An exact copy of every entry is needed, without the pictures.

══ EXERCISE DATA

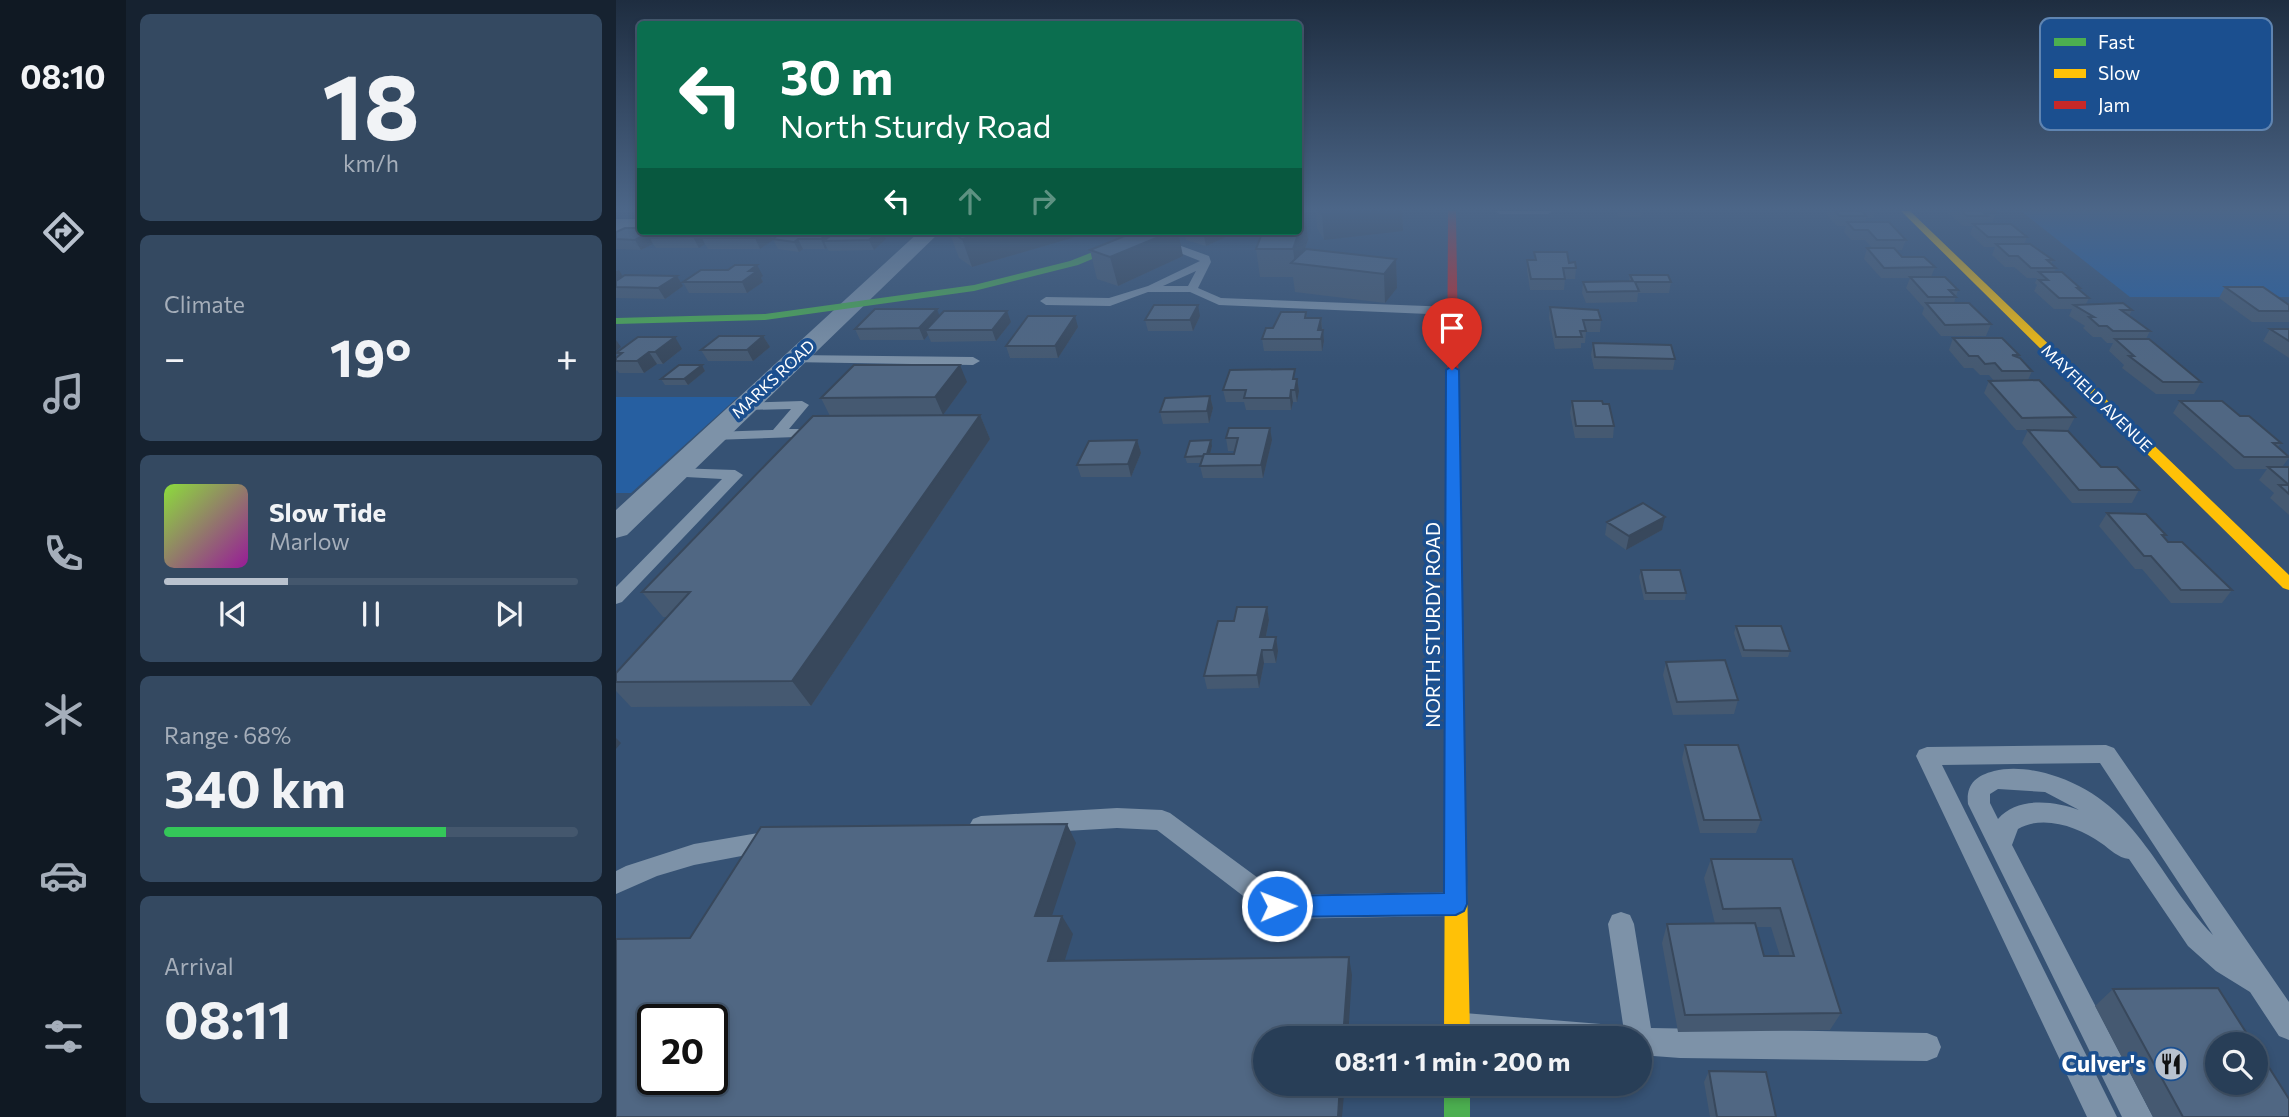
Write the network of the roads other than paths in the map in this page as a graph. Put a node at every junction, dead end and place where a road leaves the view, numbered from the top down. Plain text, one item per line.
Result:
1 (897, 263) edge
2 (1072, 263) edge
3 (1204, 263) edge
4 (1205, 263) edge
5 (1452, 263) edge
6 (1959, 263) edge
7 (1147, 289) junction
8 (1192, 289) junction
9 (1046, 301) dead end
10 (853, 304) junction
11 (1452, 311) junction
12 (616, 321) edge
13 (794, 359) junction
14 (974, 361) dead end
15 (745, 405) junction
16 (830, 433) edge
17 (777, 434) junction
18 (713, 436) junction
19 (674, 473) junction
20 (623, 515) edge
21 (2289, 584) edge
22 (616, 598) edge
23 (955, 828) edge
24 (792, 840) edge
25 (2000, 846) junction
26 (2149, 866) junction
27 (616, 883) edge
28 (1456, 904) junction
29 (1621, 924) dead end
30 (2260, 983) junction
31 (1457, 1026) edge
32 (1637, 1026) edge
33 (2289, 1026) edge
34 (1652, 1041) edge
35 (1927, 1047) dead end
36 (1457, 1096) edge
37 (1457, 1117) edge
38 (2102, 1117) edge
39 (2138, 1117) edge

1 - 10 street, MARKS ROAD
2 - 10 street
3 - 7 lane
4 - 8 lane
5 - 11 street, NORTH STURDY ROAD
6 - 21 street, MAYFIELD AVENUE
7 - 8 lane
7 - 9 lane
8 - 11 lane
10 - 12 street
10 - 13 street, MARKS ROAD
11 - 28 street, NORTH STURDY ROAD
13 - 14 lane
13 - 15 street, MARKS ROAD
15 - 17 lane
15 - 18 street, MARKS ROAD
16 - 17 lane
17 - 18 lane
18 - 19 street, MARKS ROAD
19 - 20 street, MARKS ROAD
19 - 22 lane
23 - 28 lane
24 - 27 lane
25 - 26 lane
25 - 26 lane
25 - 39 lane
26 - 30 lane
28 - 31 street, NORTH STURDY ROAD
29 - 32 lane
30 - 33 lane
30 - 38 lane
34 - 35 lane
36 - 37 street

════

§ **YOUR SOLUTION**
Write the network of the roads other than paths in the map in this page as a graph. Put a node at every junction, dead end and place where a road leaves the view, numbered from the top down. Plain text, one item per line.
Result:
1 (897, 263) edge
2 (1072, 263) edge
3 (1204, 263) edge
4 (1205, 263) edge
5 (1452, 263) edge
6 (1959, 263) edge
7 (1147, 289) junction
8 (1192, 289) junction
9 (1046, 301) dead end
10 (853, 304) junction
11 (1452, 311) junction
12 (616, 321) edge
13 (794, 359) junction
14 (974, 361) dead end
15 (745, 405) junction
16 (830, 433) edge
17 (777, 434) junction
18 (713, 436) junction
19 (674, 473) junction
20 (623, 515) edge
21 (2289, 584) edge
22 (616, 598) edge
23 (955, 828) edge
24 (792, 840) edge
25 (2000, 846) junction
26 (2149, 866) junction
27 (616, 883) edge
28 (1456, 904) junction
29 (1621, 924) dead end
30 (2260, 983) junction
31 (1457, 1026) edge
32 (1637, 1026) edge
33 (2289, 1026) edge
34 (1652, 1041) edge
35 (1927, 1047) dead end
36 (1457, 1096) edge
37 (1457, 1117) edge
38 (2102, 1117) edge
39 (2138, 1117) edge

1 - 10 street, MARKS ROAD
2 - 10 street
3 - 7 lane
4 - 8 lane
5 - 11 street, NORTH STURDY ROAD
6 - 21 street, MAYFIELD AVENUE
7 - 8 lane
7 - 9 lane
8 - 11 lane
10 - 12 street
10 - 13 street, MARKS ROAD
11 - 28 street, NORTH STURDY ROAD
13 - 14 lane
13 - 15 street, MARKS ROAD
15 - 17 lane
15 - 18 street, MARKS ROAD
16 - 17 lane
17 - 18 lane
18 - 19 street, MARKS ROAD
19 - 20 street, MARKS ROAD
19 - 22 lane
23 - 28 lane
24 - 27 lane
25 - 26 lane
25 - 26 lane
25 - 39 lane
26 - 30 lane
28 - 31 street, NORTH STURDY ROAD
29 - 32 lane
30 - 33 lane
30 - 38 lane
34 - 35 lane
36 - 37 street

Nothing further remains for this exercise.